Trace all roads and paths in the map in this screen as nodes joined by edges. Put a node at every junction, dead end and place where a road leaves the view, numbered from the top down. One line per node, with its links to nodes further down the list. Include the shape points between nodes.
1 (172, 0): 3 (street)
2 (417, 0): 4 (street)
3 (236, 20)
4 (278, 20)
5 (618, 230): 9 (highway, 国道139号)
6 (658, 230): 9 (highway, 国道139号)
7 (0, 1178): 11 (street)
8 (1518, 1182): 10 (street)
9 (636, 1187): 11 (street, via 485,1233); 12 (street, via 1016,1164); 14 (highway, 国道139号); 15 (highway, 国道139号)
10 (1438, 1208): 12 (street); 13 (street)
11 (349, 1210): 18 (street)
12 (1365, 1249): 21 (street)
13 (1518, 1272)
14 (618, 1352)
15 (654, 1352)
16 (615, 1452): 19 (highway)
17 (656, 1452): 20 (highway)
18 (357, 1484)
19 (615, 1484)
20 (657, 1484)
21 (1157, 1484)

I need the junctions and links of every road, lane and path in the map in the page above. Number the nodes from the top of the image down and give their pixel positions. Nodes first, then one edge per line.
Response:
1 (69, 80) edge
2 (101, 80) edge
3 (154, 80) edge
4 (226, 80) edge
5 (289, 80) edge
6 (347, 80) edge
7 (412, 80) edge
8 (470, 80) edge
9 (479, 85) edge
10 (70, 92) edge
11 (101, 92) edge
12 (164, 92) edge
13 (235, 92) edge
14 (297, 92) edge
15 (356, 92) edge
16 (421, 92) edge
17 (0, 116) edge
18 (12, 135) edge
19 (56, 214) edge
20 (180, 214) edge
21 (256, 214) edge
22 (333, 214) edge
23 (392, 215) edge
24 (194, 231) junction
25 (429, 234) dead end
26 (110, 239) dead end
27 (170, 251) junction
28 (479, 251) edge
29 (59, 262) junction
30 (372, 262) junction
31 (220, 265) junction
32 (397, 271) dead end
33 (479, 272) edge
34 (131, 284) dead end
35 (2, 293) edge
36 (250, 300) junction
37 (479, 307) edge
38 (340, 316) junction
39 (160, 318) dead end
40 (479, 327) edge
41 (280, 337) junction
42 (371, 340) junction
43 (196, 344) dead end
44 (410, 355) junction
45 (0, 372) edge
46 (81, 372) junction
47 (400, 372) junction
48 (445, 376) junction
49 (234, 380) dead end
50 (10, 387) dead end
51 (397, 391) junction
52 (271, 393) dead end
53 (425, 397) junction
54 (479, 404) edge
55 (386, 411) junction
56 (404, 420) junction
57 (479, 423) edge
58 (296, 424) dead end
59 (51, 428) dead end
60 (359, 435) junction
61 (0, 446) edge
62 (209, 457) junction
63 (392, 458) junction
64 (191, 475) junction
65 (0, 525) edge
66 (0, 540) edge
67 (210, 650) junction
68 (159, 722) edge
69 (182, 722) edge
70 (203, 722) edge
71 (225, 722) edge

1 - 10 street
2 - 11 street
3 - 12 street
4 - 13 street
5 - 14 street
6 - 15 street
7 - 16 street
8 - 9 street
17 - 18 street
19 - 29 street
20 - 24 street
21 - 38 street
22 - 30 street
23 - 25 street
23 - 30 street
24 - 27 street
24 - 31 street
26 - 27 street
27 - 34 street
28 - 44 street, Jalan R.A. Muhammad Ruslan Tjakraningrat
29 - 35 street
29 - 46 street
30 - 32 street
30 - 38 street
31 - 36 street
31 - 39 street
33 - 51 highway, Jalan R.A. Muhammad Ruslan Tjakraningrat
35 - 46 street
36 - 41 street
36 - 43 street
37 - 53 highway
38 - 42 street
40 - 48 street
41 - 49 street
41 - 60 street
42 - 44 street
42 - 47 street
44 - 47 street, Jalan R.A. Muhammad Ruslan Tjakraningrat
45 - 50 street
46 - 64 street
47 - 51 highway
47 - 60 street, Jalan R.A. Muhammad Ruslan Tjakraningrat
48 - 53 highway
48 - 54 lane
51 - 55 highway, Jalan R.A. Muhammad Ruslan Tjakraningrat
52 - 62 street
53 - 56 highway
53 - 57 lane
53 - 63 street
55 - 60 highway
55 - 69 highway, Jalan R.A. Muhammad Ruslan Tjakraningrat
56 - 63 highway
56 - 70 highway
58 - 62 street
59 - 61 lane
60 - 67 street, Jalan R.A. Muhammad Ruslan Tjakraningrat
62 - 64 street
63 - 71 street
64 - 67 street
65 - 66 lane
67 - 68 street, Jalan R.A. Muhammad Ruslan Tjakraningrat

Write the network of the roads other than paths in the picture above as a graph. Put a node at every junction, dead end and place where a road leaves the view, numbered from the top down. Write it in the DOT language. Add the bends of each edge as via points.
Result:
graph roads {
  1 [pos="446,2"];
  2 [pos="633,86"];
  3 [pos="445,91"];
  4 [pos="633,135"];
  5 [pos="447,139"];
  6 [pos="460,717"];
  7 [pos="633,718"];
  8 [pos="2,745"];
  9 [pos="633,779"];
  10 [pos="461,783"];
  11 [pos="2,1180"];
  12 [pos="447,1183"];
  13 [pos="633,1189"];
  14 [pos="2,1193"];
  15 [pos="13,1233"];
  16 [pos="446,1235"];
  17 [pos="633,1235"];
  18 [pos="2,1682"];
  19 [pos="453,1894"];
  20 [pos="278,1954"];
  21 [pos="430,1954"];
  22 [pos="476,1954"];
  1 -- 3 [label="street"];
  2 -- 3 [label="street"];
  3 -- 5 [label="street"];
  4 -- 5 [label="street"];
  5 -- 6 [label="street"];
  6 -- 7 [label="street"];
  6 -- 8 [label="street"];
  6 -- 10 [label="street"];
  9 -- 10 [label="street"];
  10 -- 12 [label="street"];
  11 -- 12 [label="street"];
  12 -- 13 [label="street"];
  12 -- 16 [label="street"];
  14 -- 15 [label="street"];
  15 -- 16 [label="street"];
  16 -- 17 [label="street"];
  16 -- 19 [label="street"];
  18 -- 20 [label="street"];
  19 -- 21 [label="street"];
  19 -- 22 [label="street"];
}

» **What you are asked to do**
The answer should be a single number: how many lines in the records contain "numbered".

» **Result of this exercise**
2